* **WHAT THE EXERCISE ASKS**:
The entries below must be retyped exactly. Pictures are to be omitted.

* **WORKING DATA**:
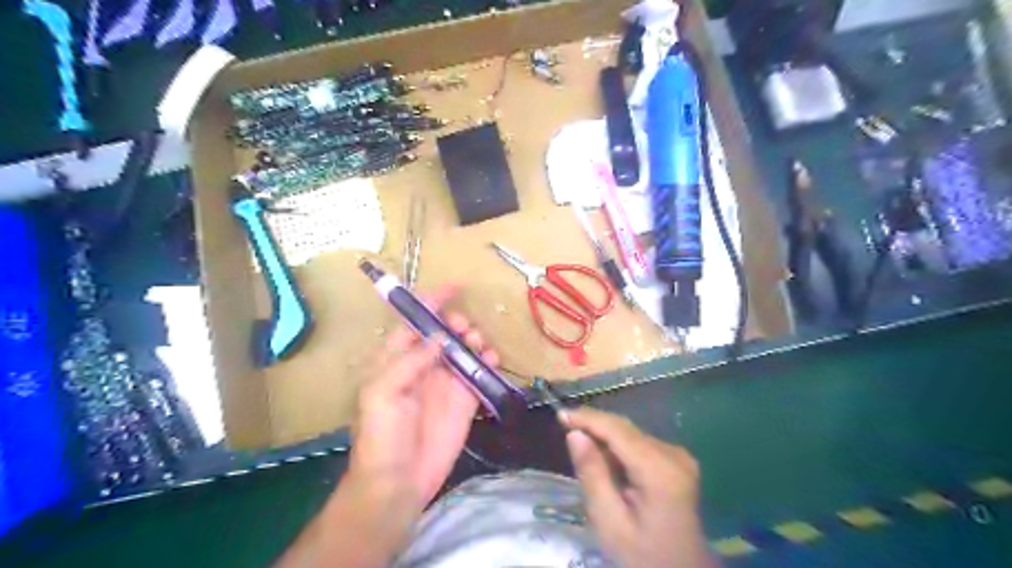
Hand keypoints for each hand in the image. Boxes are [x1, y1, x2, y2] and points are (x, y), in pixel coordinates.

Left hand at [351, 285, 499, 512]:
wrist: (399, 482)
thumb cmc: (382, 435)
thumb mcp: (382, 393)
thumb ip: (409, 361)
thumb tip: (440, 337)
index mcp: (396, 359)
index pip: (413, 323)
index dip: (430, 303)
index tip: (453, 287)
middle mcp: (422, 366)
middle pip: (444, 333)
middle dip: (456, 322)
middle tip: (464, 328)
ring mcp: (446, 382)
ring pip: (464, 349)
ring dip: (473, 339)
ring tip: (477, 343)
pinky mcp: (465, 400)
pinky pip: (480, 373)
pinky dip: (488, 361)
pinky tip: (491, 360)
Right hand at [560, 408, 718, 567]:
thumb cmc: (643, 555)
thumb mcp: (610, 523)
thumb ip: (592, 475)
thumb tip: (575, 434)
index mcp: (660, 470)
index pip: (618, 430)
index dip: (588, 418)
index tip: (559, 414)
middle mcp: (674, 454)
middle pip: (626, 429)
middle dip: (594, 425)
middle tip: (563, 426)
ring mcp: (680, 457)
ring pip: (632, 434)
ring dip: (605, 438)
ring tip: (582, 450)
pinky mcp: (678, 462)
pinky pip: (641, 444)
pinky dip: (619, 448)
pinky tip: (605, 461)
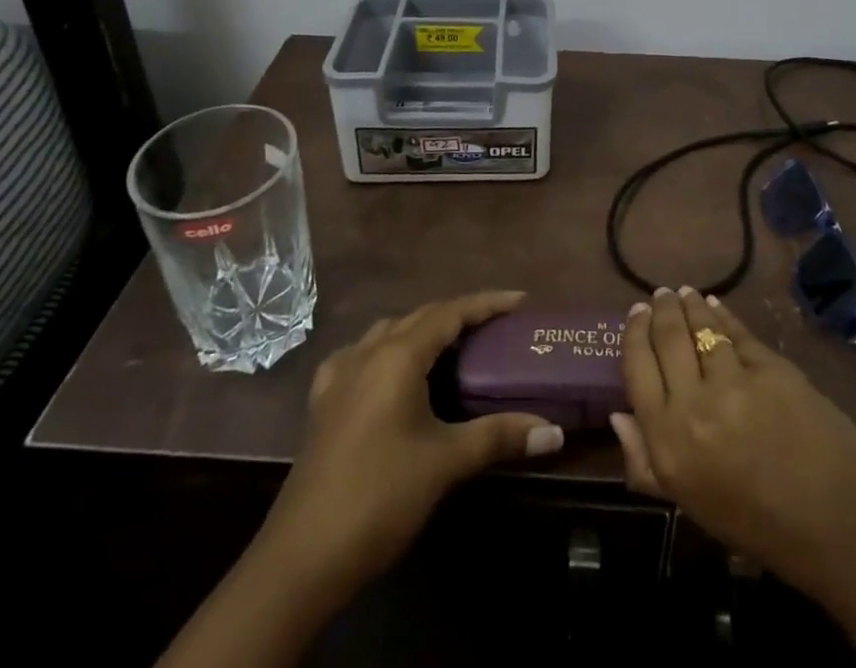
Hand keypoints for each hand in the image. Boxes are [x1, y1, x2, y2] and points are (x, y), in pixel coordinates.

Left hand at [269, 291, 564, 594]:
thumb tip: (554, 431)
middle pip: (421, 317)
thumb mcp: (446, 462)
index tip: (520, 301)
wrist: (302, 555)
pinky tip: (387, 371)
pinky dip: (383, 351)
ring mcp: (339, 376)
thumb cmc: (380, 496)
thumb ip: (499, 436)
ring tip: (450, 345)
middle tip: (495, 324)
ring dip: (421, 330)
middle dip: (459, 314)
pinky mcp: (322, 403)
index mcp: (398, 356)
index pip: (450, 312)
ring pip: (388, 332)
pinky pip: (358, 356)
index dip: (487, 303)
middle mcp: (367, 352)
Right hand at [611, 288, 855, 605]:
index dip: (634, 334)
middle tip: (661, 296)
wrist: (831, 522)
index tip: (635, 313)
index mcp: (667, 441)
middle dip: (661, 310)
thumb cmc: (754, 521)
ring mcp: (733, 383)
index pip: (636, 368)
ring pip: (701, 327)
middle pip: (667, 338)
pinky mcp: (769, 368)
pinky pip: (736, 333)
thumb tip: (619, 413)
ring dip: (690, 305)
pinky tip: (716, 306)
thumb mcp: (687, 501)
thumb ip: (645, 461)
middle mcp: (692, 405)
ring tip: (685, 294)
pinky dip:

* **RESPONSE TO THIS TASK**:
Hand keypoints for each hand in the image. Boxes are [x1, y1, x2, y2] and points are (x, y), in pixel coordinates.

Left hand at [351, 285, 499, 512]:
wrist: (399, 482)
thumb cmc: (382, 435)
thumb mcp: (382, 393)
thumb ip: (409, 361)
thumb tip: (440, 337)
index mcp: (396, 359)
index pip: (413, 323)
index dip: (430, 303)
index tip: (453, 287)
middle mcp: (422, 366)
middle pip: (444, 333)
middle dip: (456, 322)
middle tip: (464, 328)
ring mcp: (446, 382)
ring pip: (464, 349)
ring dip: (473, 339)
ring tip: (477, 343)
pinky mcp: (465, 400)
pinky pip: (480, 373)
pinky dip: (488, 361)
pinky tip: (491, 360)
Right hand at [560, 408, 718, 567]:
thumb cmc: (643, 555)
thumb mcp: (610, 523)
thumb ip: (592, 475)
thumb tip: (575, 434)
index mcp: (660, 470)
index pip: (618, 430)
index dip: (588, 418)
index tip: (559, 414)
middle mcp: (674, 454)
middle pip: (626, 429)
middle dip: (594, 425)
middle tip: (563, 426)
ring mcp: (680, 457)
ring pip: (632, 434)
ring dip: (605, 438)
ring tip: (582, 450)
pinky mcp: (678, 462)
pinky pip: (641, 444)
pinky dip: (619, 448)
pinky tip: (605, 461)
Hand keypoints for each hand in the image. Boxes are [x1, y1, x2, y2] and points are (x, y), in pixel coordinates.

Left hand at [269, 291, 564, 594]:
thumb tip: (554, 431)
middle pip: (421, 317)
thumb mcp: (446, 462)
index tip: (520, 301)
wrist: (302, 555)
pinky tip: (387, 371)
pinky dip: (383, 351)
ring mcp: (339, 376)
thumb cmc: (380, 496)
thumb ip: (499, 436)
ring tip: (450, 345)
middle tip: (495, 324)
ring dip: (421, 330)
middle dip: (459, 314)
pinky mcp: (322, 403)
index mcp: (398, 356)
index pip: (450, 312)
ring pip: (388, 332)
pinky pip: (358, 356)
index dip: (487, 303)
middle mcp: (367, 352)
Right hand at [611, 288, 855, 605]:
index dip: (634, 334)
middle tip: (661, 296)
wrist: (831, 522)
index tip: (635, 313)
index mcp: (667, 441)
middle dip: (661, 310)
thumb cmc: (754, 521)
ring mcp: (733, 383)
index pip: (636, 368)
ring pip: (701, 327)
middle pip: (667, 338)
pinky mcp: (769, 368)
pinky pip: (736, 333)
thumb tip: (619, 413)
ring dip: (690, 305)
pinky tip: (716, 306)
thumb mcp: (687, 501)
thumb ip: (645, 461)
middle mcp: (692, 405)
ring tip: (685, 294)
pinky dip:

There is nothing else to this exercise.